Kelce does more than drive clicks, he shows how authenticity translates into influence. Brands like American Eagle have tapped this energy to connect with young men in ways that feel empowering, not performative. Cultural relevance isn’t built on mimicry or borrowed aesthetics, but on aligning with values that already ring true.

Short lived performances

Whether it’s a man curating a persona for online dating or a brand borrowing cultural cues for a campaign, performative efforts rarely last. They may create a brief spark of attention, but they collapse under the weight of inconsistency, or risk backlash. Connection and loyalty are rooted in authenticity, not mimicry. Confidence and credibility come from being real, not trying to fit a mold that isn’t yours.

Audiences today are culturally literate and quick to spot when something feels inauthentic.

Fernando Desouches, Director at BBD Perfect Storm

More recently, brands have scrambled to align themselves with Taylor Swift’s cultural moment, referencing her “sparkly orange” aesthetic in a rush to stay relevant. These attempts might grab headlines, but they rarely build lasting resonance. Instead of hijacking someone else’s story, the real opportunity lies in building your own era, an identity that reflects your brand’s true values and voice.

Audiences today are culturally literate and quick to spot when something feels inauthentic. And once that trust is broken, it’s hard to recover. The brands that endure are those willing to step away from performance and commit to consistency, even if it means moving slower or speaking less often.

The authenticity gap

Understanding what people value is powerful. In dating, it’s about listening, learning, and engaging with a partner’s interests authentically rather than simply mirroring what you think they want. True connection emerges when curiosity is sincere, not performative. The same principle applies to marketing and branding. Brands that attempt to “perform” culture, mimic a community’s aesthetic, or signal values they don’t genuinely embody risk alienating their audience. Superficial campaigns may grab attention for a moment, but they rarely foster loyalty.

Brands that misstep risk backlash, lost trust, and long-term damage to brand value. Pretending to “fit in” without truly belonging feels exploitative, and audiences quickly pick up on it. Bud Light’s 2023 partnership with Dylan Mulvaneysparked a conservative-led boycott that cost the brand $1.4 billion and its place as America’s top-selling beer, showing how quickly authenticity, or the lack of it, can hit the bottom line.
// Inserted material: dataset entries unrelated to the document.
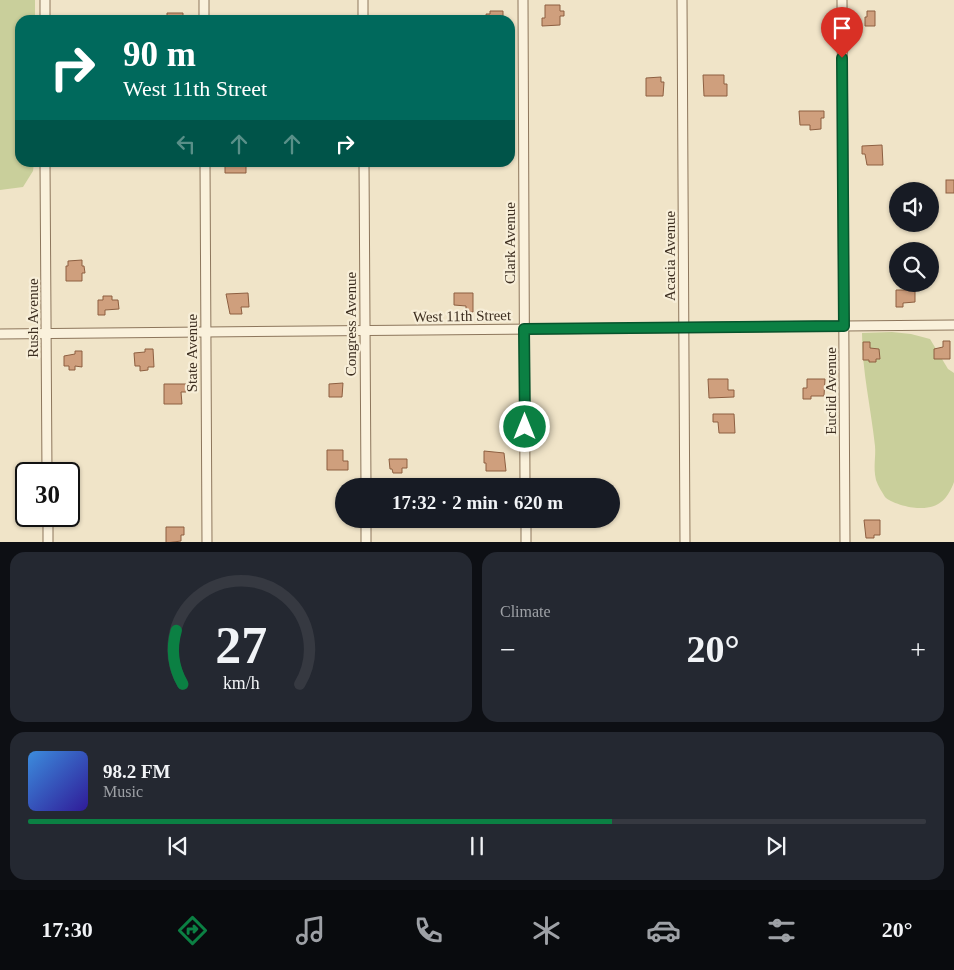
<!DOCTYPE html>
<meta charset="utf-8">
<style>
:root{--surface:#171b24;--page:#242831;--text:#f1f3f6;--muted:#9ea1a6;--line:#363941;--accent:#0b8043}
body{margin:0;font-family:Georgia,serif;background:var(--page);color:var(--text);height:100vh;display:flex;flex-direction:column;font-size:19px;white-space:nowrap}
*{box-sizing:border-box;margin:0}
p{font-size:16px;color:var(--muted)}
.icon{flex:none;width:28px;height:28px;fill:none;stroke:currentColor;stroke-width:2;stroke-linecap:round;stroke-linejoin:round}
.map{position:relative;height:542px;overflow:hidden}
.side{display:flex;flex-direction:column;gap:10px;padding:10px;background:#0d0f14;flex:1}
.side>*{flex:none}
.banner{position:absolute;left:15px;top:15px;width:500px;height:152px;border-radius:15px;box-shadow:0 1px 4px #0004;background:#00695c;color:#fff;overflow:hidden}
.buttons{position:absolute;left:889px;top:182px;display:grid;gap:10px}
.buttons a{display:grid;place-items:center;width:50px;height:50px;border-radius:50%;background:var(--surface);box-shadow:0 1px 4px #0004;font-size:25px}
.speed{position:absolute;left:15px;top:462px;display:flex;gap:10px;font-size:25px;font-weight:700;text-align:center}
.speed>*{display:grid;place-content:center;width:65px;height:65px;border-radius:50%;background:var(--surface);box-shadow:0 1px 4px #0004;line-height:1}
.speed .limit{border:2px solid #111;border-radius:8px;background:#fff;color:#111}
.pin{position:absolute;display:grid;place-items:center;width:42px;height:42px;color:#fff;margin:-51px -21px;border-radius:50% 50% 50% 0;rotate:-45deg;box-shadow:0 0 5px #0007}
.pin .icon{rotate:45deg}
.me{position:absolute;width:55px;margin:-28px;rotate:0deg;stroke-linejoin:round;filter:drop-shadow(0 0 4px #0008)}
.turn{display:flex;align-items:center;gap:18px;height:105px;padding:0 25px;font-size:22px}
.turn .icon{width:65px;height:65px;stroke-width:2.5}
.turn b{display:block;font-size:35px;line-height:42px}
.lanes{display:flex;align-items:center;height:48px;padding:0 25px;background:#0003;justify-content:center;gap:25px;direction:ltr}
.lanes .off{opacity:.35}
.big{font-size:38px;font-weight:700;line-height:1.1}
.side .tile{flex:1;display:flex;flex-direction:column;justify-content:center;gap:8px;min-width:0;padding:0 18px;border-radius:15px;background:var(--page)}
.side .dial{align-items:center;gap:0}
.dial svg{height:130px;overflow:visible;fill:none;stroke:var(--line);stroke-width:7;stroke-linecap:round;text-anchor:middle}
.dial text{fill:var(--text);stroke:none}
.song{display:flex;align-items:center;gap:15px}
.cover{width:60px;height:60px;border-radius:8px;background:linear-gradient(135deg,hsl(210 70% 55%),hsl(250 70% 35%))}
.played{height:5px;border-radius:2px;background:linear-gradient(90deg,var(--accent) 65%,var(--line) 65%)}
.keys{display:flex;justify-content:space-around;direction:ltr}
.heat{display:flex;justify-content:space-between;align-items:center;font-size:28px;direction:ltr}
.side .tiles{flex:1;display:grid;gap:10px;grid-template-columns:1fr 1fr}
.tile:last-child{grid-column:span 2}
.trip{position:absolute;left:335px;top:478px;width:285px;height:50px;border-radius:25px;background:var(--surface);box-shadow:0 1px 4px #0004;font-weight:700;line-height:50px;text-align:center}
.tabs{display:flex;height:80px;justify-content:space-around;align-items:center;background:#090b0e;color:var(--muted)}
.tabs .icon{width:35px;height:35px}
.tabs .current{color:var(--accent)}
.tabs b{font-size:22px;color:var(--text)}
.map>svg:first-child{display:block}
.green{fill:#c9cf9b}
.building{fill:#cf9f7d;stroke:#8d5f41}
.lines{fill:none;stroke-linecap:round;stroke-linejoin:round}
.street-casing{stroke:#8d765c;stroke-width:11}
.street{stroke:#faf1dc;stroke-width:9}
.route-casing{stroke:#07532c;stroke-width:12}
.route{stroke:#0b8043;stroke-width:9}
.labels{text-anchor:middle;stroke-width:4.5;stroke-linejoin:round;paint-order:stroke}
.street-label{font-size:15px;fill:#3d2e20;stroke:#f7eed8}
</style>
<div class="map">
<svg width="954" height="543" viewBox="0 0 954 543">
<rect width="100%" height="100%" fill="#f0e4c8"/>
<g class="green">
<path d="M0,0H35V20H20V162L34,163L33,171L23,187L0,190Z"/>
<path d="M892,332L911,334L930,339L948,369L954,373V482C948,498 940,508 921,508C913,509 890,503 885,497C882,492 878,486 876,480C873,466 876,458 875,446C871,408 862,371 862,333Z"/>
</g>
<g class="building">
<path d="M545,5H560V11H564V16H560V25L542,26V18H545Z"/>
<path d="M490,11H503V20H487L486,14H490Z"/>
<path d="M867,11H875V26H865V17H867Z"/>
<path d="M167,13H183V19L167,20Z"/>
<path d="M703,75H724V84H727V96H704Z"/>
<path d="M661,77V82H664L663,96H646V78Z"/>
<path d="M799,111H824V118H821V129L810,130V125H800Z"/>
<path d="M882,145L883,165H867L865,154H862V146Z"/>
<path d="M227,162H246V173H225V165H227Z"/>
<rect x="946" y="180" width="8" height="13"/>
<path d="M82,260V266H84L85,273H82V281H66V266H68V261Z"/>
<path d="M896,290H915V302L903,303V307H896Z"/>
<path d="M248,293L249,307H241L242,314H230L226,294Z"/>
<path d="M454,293H473V312H466V306L454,305Z"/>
<path d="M103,296H112V300H118L119,309L105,310V315H98V300H103Z"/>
<path d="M943,341H950V359H934V349L943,347Z"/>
<path d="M863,342H870V348L879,349L880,359H876V362H869V360H863Z"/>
<path d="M145,349H153L154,367H148V370L140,371V366H135L134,353L145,352Z"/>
<path d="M75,351H82V367L75,366V370H69V366H64V356L75,354Z"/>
<path d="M708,379H728V390H734V397L709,398Z"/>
<path d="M807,379H825L824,396H811V399H803V388H807Z"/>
<path d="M343,383L342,397H329V384Z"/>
<path d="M164,384H186V392H181L182,404H164Z"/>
<path d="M713,414H734L735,433H719L718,422H713Z"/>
<path d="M327,450H343V461H348V470H327Z"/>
<path d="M484,451L504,453L506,471H486V463H484Z"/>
<path d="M389,459H407V468H402V473H393L392,469H390Z"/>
<path d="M864,520H880V535H874V538H866Z"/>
<path d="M166,527H184V535H181V541L166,543Z"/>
</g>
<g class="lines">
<g class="street-casing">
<g id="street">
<path d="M45,0V20"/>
<path d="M204,0V20"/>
<path d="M363,0V20"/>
<path d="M523,0L525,486"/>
<path d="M682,0L685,543"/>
<path d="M842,0L845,543"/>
<path d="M45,162L47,474"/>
<path d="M205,162L207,543"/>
<path d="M364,162L366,486"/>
<path d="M0,334L954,325"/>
<path d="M48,516V543"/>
<path d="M366,519V543"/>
<path d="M526,519V543"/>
</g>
</g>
<use href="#street" class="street"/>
</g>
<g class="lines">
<g class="route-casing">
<path id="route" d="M525,427L524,329L844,326L842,58"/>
</g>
<use href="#route" class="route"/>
</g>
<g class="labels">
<g class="street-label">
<text transform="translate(510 243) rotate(-90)" y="5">Clark Avenue</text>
<text transform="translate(670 256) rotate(-90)" y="5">Acacia Avenue</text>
<text transform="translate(462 316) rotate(-1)" y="5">West 11th Street</text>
<text transform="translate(33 318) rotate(-90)" y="5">Rush Avenue</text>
<text transform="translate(351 324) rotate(-90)" y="5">Congress Avenue</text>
<text transform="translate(192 353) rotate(-90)" y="5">State Avenue</text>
<text transform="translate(831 391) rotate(-90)" y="5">Euclid Avenue</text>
</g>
</g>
</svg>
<div class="buttons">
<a><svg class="icon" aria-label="sound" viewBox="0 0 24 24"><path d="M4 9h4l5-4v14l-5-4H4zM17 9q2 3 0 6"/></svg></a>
<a><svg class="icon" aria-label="search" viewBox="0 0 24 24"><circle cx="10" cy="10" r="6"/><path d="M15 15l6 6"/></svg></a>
</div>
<div class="speed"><div class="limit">30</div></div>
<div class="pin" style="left:842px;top:58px;background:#d93025"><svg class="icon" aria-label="arrive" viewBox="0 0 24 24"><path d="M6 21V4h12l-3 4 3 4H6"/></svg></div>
<svg class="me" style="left:525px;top:427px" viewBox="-20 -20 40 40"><circle r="17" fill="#0b8043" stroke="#fff" stroke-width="3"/><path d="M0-11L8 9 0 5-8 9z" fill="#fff"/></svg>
<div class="trip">17:32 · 2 min · 620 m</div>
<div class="banner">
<div class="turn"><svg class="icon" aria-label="right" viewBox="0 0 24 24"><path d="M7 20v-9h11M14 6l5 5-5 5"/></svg><div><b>90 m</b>West 11th Street</div></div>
<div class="lanes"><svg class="icon off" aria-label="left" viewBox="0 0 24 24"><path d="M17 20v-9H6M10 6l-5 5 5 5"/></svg><svg class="icon off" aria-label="ahead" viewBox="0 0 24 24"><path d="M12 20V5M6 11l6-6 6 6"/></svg><svg class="icon off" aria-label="ahead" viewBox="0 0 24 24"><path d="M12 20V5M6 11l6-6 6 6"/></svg><svg class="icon" aria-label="right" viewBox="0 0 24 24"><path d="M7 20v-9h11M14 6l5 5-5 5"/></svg></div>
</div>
</div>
<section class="side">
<div class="tiles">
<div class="tile dial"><svg viewBox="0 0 100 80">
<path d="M14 69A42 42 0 1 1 86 69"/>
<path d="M14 69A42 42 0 0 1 10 36" stroke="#0b8043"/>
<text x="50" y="56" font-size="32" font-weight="700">27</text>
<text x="50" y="72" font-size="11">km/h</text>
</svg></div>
<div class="tile"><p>Climate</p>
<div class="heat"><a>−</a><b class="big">20°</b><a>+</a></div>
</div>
<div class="tile">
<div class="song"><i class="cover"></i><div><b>98.2 FM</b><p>Music</p></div></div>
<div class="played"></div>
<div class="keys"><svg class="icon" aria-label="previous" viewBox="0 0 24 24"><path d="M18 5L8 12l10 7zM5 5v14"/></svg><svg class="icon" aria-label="pause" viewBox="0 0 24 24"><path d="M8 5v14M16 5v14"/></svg><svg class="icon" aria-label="next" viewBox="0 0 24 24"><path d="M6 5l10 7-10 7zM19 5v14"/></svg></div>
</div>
</div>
</section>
<nav class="tabs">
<b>17:30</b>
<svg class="icon current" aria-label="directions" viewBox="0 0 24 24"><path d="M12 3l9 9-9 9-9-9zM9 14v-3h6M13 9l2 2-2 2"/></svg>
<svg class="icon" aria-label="music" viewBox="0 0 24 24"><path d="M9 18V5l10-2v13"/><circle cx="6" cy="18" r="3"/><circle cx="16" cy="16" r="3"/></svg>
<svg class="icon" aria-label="phone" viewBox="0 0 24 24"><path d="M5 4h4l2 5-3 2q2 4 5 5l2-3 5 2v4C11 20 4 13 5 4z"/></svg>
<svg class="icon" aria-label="climate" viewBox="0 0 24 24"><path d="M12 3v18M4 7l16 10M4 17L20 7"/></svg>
<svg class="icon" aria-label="car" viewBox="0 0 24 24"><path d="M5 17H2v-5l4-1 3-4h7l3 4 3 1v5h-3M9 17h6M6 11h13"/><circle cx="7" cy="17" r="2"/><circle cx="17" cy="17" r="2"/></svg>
<svg class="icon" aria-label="filters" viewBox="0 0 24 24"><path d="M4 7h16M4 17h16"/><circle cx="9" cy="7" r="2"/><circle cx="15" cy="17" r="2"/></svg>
<b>20°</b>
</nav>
Brands that genuinely live the values they promote build trust and emotional resonance with their audiences. This is more than a commercial advantage. Consumers can sense when engagement is authentic versus when it’s contrived. They reward brands that show respect , and understanding, creating emotional bonds that endure far longer than any short-lived marketing stunt.

In practice, this means going beyond research reports or surface-level trends. It’s about embedding yourself in the community, listening to real voices, and letting insights guide meaningful action. Whether it’s co-creating products, supporting cultural movements, or reflecting genuine values in campaigns, authenticity becomes the bridge between brand and audience.

Brands that succeed today are those that embed themselves genuinely within the communities they serve. Unlike the performative male with a bookshelf adorned with feminist literature that’s never been opened, emotional connection is born when authenticity is prioritised over performance.

About

Fernando Desouches is Director at BBD Perfect Storm.